*** Data supplied Section Begins ***

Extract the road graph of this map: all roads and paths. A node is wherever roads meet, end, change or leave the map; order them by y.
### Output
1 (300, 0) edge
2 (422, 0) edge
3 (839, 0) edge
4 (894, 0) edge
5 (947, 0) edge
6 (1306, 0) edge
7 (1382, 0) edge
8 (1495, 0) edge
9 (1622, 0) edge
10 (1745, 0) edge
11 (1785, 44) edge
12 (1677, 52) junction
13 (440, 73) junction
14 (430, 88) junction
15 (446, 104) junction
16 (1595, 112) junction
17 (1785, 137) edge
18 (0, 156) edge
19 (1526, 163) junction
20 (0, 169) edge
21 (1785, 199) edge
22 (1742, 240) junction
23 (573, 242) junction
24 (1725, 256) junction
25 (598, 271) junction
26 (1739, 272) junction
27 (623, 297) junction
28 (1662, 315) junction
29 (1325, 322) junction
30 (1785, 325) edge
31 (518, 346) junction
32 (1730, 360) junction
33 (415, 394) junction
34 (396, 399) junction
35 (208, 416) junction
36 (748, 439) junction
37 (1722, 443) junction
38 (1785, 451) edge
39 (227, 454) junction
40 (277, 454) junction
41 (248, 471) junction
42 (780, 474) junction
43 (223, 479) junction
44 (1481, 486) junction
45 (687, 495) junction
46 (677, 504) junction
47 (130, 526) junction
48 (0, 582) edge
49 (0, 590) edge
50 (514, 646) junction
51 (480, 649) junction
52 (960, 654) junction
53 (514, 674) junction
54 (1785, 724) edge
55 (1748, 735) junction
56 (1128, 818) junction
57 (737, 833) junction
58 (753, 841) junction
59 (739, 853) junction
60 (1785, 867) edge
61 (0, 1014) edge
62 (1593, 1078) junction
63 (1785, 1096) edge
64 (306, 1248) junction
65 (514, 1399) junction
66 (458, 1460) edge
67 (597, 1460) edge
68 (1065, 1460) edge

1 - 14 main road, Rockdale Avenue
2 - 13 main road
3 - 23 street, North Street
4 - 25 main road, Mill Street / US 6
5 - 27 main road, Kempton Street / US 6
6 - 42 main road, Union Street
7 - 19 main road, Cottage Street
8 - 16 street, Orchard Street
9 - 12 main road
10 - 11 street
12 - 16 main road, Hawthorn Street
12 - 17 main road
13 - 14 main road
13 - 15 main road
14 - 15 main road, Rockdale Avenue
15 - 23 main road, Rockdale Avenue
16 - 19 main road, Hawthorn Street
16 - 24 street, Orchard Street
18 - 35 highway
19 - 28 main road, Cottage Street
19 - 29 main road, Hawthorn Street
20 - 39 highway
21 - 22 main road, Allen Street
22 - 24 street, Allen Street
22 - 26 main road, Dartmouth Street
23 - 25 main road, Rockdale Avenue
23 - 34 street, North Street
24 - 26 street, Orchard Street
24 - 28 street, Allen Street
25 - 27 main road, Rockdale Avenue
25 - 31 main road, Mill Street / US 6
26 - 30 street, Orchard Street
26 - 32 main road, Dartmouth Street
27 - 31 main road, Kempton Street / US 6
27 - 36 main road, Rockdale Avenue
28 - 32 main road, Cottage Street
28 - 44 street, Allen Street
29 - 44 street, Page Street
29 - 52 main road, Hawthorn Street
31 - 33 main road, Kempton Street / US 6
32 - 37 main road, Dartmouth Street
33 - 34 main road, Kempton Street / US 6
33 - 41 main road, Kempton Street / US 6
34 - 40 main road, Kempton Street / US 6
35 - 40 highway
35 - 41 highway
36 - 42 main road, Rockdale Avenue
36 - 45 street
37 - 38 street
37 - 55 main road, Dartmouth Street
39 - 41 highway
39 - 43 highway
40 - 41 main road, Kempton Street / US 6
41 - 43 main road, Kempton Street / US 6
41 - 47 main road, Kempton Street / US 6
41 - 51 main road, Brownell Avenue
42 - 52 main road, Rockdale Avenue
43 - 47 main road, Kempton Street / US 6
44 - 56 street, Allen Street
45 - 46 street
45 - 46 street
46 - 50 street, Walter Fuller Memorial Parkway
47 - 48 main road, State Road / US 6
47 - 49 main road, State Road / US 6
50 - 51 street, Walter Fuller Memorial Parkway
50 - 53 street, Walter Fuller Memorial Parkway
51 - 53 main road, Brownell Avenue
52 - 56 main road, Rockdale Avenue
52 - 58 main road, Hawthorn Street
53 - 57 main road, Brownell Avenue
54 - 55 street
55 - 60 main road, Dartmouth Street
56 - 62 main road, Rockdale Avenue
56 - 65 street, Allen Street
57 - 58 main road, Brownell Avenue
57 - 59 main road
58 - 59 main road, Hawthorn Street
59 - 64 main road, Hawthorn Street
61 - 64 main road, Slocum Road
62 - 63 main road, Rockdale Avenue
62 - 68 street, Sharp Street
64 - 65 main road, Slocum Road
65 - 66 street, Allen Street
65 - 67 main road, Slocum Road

*** Data supplied Section Ends ***

Would you show each line of the material above that contains the string "Orchard"?

Result
8 - 16 street, Orchard Street
16 - 24 street, Orchard Street
24 - 26 street, Orchard Street
26 - 30 street, Orchard Street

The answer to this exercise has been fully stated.